◆ **Instructions to follow**
Report, word for word, every line of the material that contains "leave".

########################################

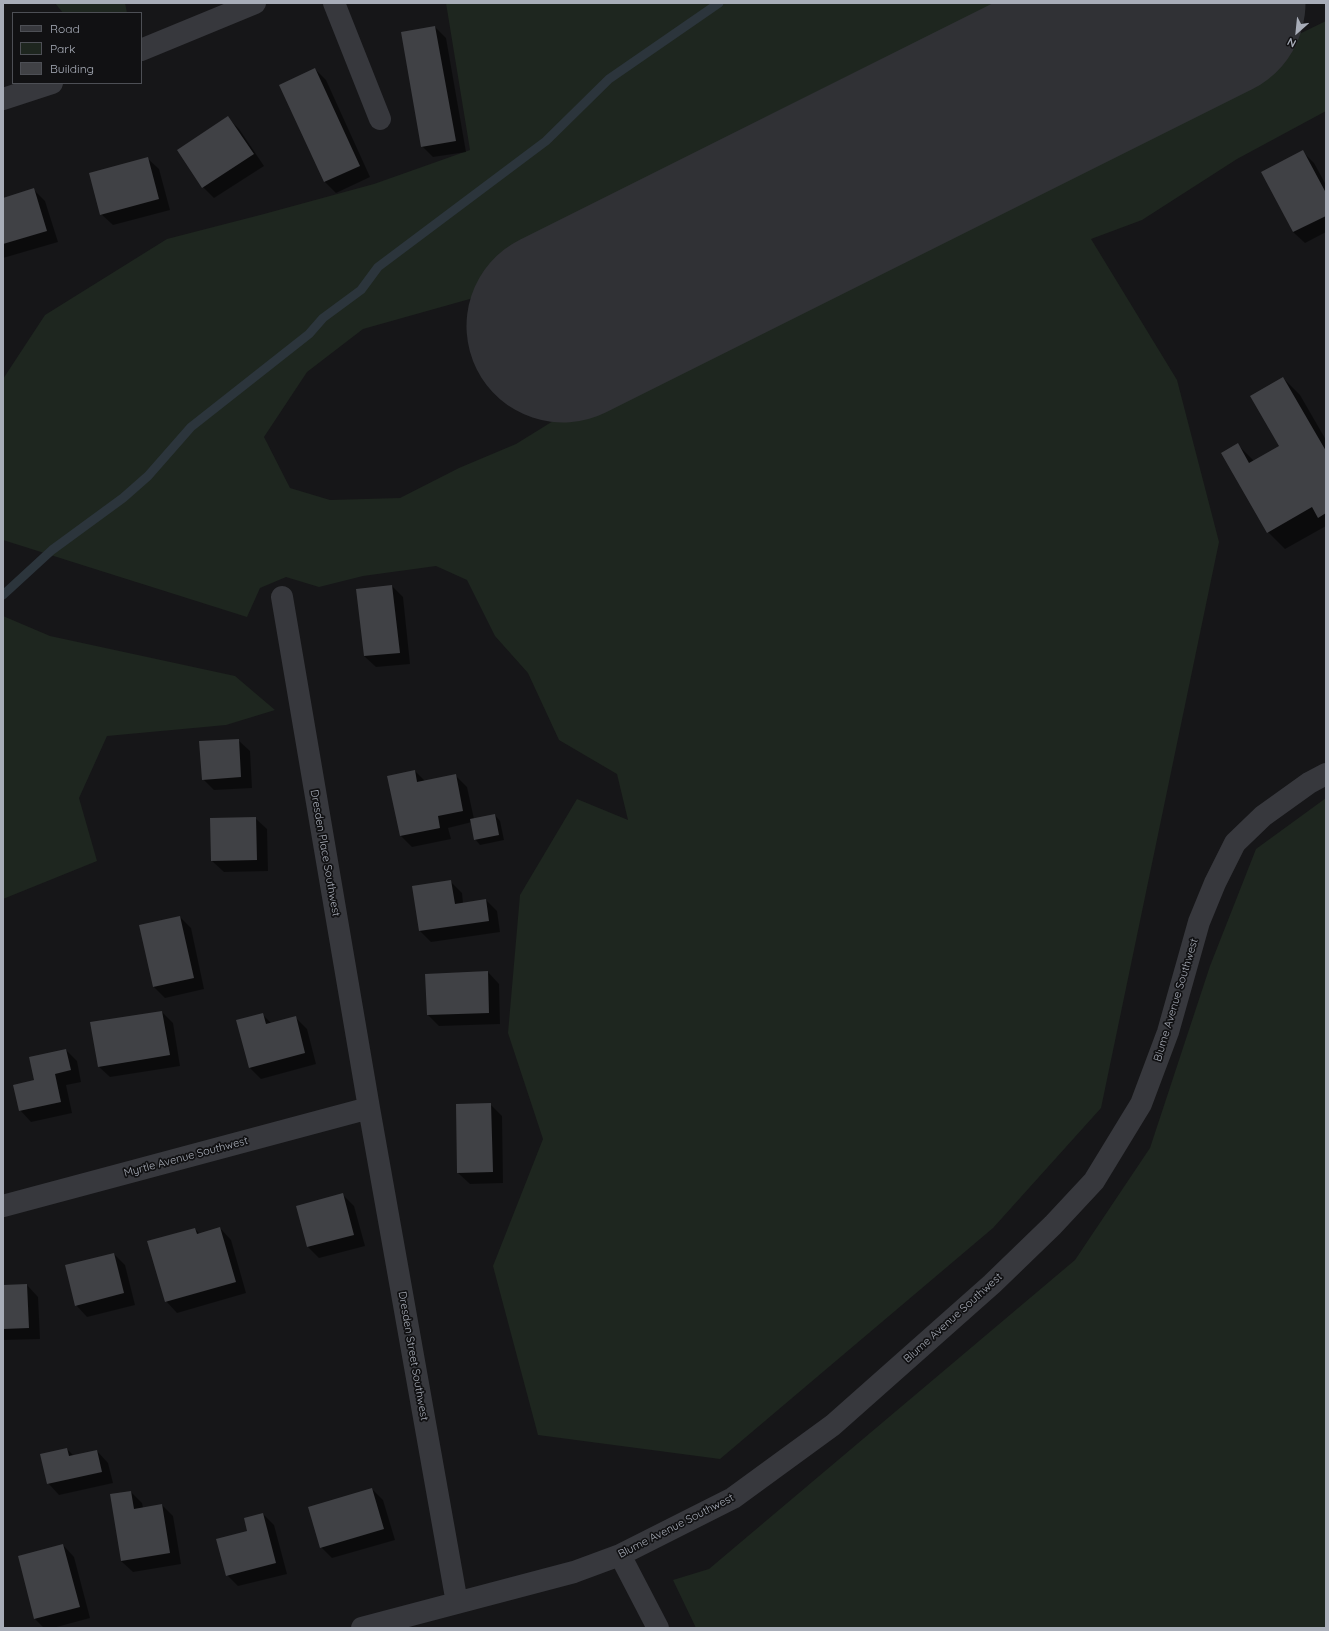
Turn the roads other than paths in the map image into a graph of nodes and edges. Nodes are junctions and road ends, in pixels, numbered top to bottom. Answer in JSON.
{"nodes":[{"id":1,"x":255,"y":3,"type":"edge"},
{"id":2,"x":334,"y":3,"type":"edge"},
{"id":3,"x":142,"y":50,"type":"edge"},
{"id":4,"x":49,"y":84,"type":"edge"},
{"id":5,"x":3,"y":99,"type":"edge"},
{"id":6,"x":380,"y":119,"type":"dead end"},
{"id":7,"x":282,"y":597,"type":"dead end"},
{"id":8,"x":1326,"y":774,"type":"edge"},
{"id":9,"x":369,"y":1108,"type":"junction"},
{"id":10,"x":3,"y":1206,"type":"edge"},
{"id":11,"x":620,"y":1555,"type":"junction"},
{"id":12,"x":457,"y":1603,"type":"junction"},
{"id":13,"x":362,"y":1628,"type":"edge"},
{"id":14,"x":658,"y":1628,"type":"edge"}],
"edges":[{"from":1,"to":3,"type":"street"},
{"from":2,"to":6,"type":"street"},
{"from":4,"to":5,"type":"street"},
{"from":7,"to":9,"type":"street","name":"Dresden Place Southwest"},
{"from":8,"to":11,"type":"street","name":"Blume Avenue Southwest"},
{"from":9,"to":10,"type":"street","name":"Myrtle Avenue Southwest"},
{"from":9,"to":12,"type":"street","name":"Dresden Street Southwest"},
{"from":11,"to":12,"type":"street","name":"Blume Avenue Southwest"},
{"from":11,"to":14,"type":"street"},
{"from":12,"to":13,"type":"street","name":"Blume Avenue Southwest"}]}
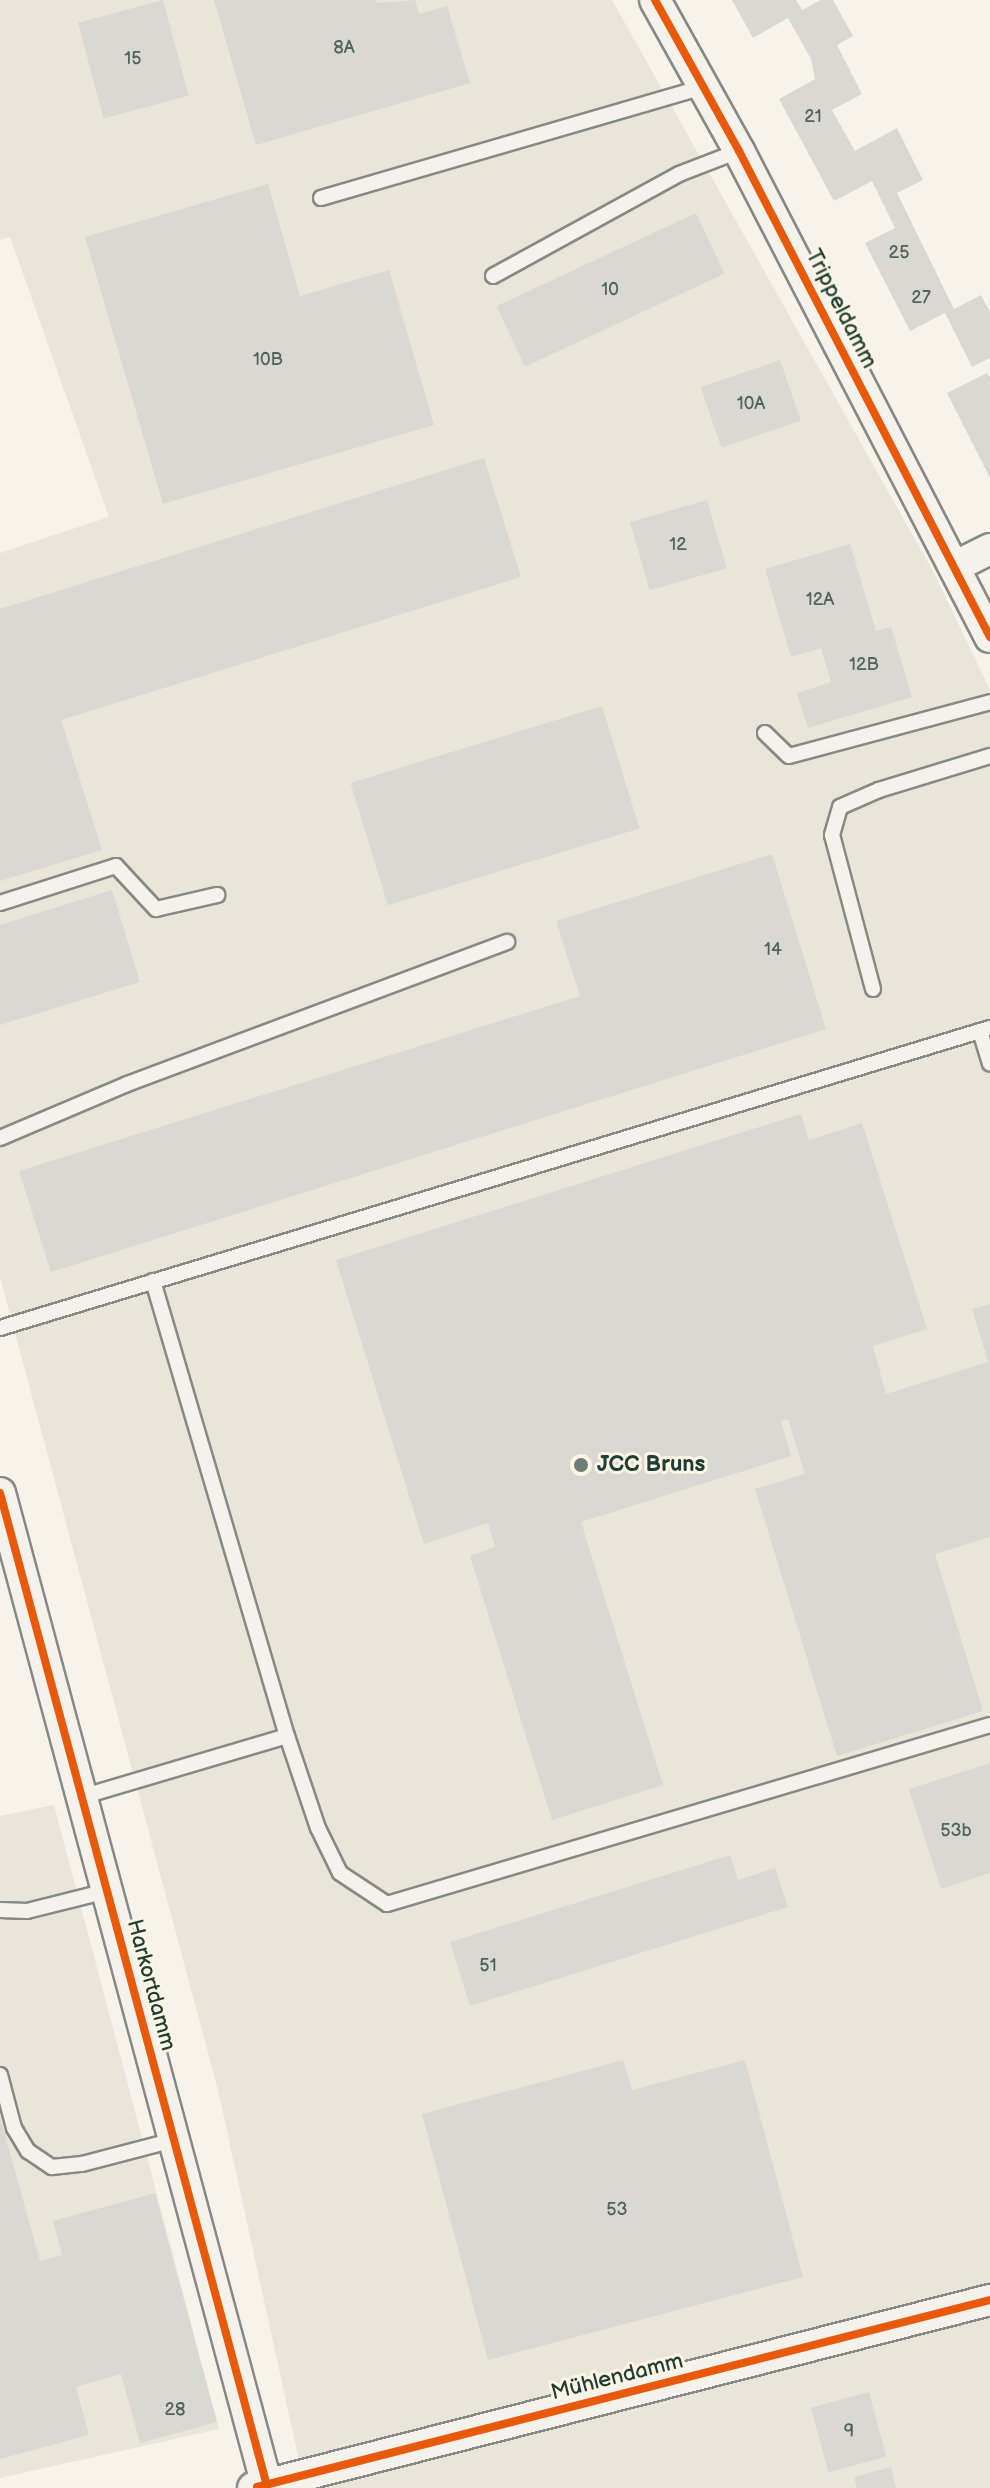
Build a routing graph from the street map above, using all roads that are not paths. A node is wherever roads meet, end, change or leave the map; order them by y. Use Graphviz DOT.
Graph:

########################################

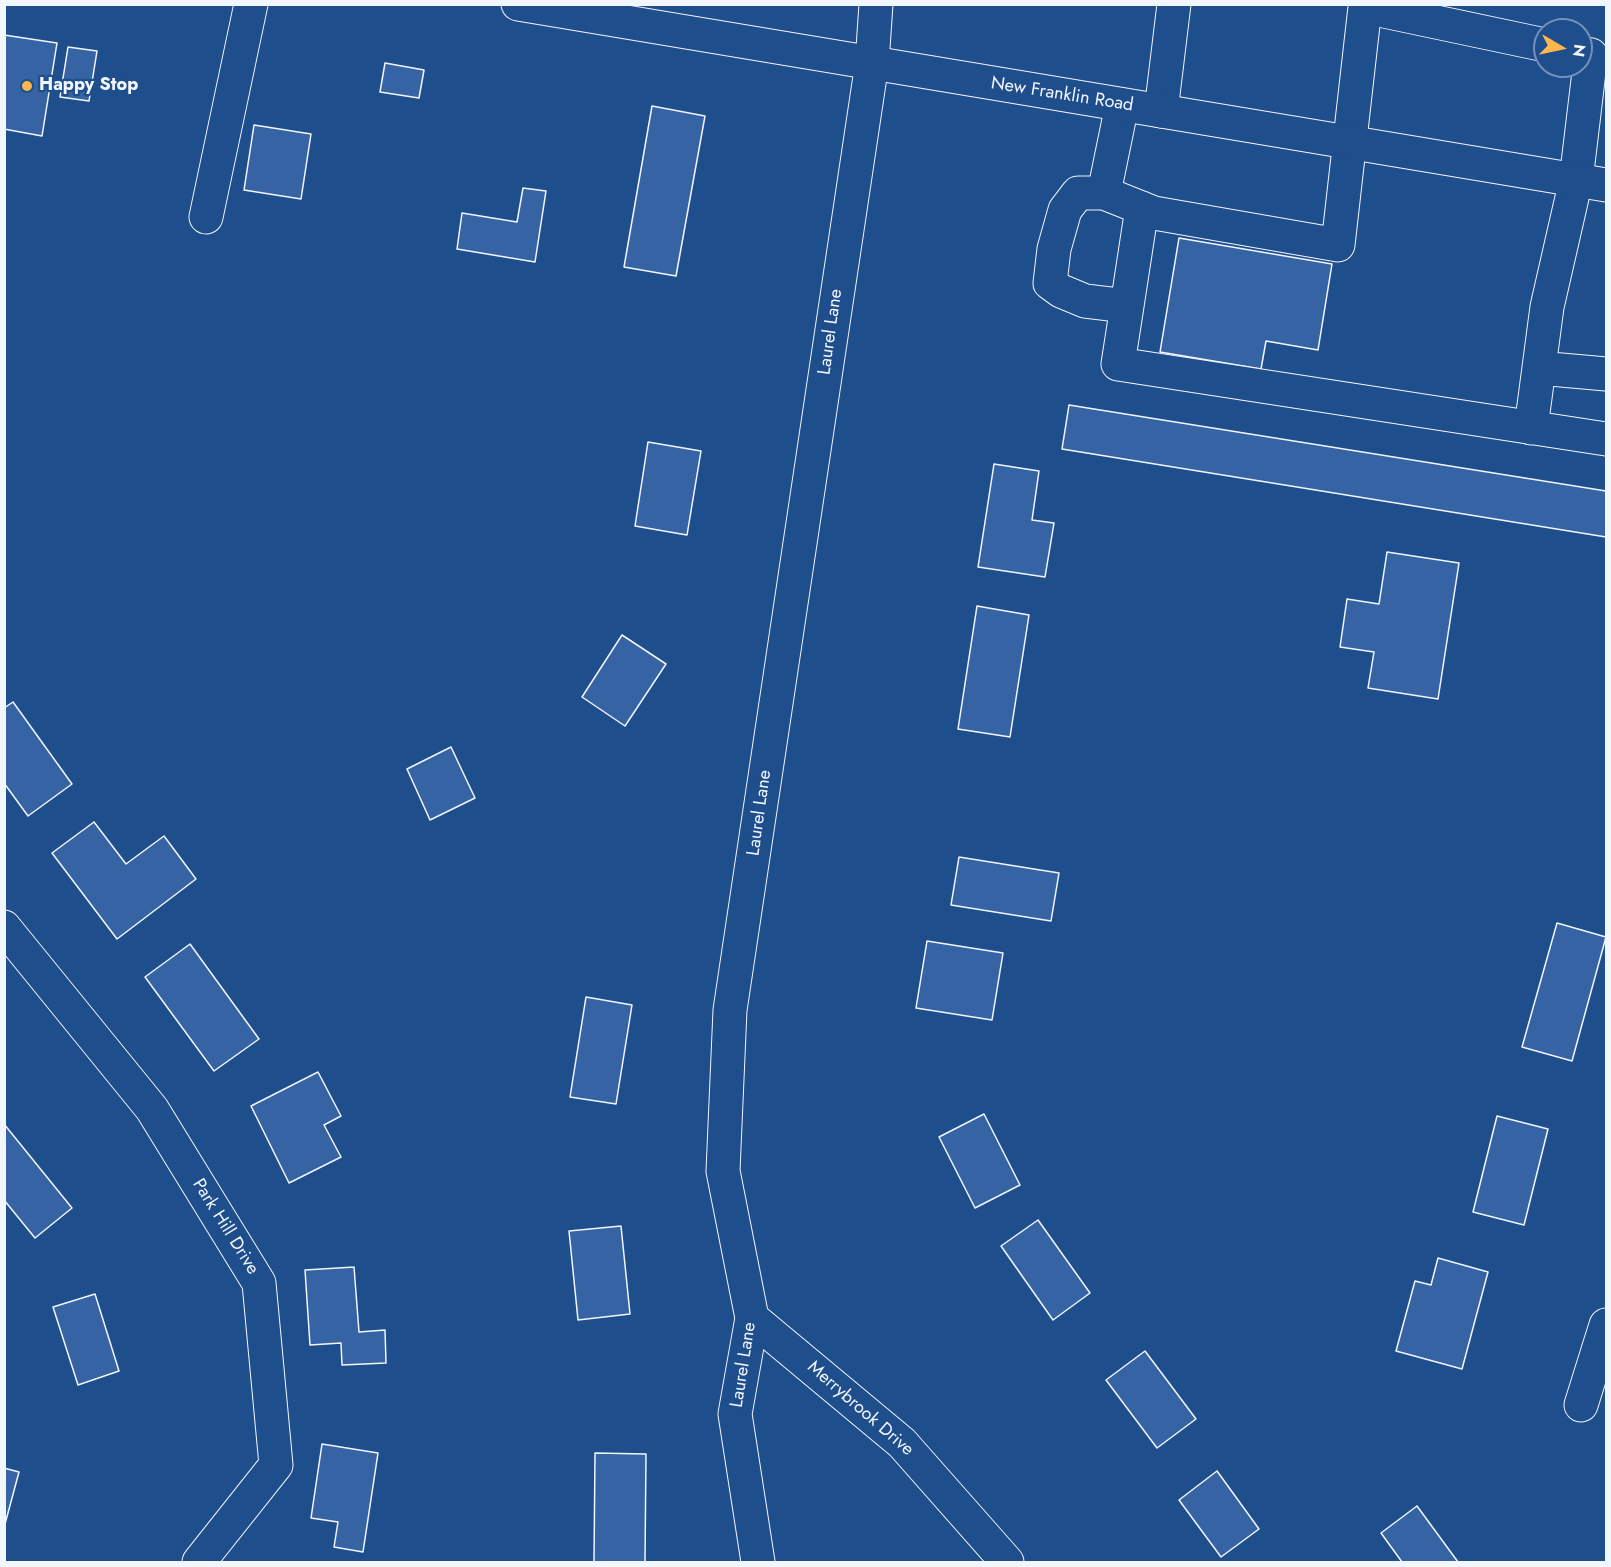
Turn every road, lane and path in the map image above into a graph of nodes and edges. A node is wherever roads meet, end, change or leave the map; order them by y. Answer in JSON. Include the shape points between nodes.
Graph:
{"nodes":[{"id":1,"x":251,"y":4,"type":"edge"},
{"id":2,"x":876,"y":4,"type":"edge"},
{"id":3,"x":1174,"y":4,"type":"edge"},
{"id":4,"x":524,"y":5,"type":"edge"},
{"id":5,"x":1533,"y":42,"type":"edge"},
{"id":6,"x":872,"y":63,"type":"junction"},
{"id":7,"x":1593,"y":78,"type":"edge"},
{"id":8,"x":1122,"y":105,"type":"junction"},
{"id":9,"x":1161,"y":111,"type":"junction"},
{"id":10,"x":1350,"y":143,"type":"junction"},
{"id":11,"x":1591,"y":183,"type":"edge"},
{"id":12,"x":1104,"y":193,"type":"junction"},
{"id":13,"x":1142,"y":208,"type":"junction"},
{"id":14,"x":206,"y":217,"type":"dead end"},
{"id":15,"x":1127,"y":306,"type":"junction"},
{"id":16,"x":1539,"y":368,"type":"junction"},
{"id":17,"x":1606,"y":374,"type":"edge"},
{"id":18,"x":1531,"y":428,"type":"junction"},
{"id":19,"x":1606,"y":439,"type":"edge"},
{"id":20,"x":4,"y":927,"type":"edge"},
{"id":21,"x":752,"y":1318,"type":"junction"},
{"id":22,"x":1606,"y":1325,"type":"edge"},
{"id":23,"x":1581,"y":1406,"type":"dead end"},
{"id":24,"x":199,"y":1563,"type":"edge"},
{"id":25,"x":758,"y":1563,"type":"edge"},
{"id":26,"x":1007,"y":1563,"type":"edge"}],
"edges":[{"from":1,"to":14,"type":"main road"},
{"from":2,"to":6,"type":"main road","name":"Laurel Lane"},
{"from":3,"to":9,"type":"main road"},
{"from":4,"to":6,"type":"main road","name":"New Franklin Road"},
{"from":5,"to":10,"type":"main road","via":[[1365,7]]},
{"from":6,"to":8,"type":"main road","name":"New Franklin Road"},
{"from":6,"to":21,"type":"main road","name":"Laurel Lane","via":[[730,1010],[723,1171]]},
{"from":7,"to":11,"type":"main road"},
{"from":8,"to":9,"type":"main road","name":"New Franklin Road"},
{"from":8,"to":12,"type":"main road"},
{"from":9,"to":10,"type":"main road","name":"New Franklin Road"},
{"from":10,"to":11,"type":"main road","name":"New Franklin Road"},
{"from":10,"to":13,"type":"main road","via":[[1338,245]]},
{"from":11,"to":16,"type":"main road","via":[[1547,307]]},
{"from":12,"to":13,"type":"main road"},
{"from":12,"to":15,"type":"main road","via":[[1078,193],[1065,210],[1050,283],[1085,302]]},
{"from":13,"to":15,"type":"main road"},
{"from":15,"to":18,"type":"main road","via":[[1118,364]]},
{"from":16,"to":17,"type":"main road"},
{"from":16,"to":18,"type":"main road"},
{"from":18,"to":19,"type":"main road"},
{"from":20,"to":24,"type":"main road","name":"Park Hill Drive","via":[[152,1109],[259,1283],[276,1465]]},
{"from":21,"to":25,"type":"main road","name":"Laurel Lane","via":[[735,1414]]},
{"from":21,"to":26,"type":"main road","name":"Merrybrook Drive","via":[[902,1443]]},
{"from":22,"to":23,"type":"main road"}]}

########################################

◆ **Answer box**
Build a routing graph from the street map above, using all roads that are not paths. A node is wherever roads meet, end, change or leave the map; order them by y. Use Graphviz DOT.
Turn every road, lane and path in the map image above into a graph of nodes and edges. A node is wherever roads meet, end, change or leave the map; order them by y. Answer in JSON. Include the shape points between nodes.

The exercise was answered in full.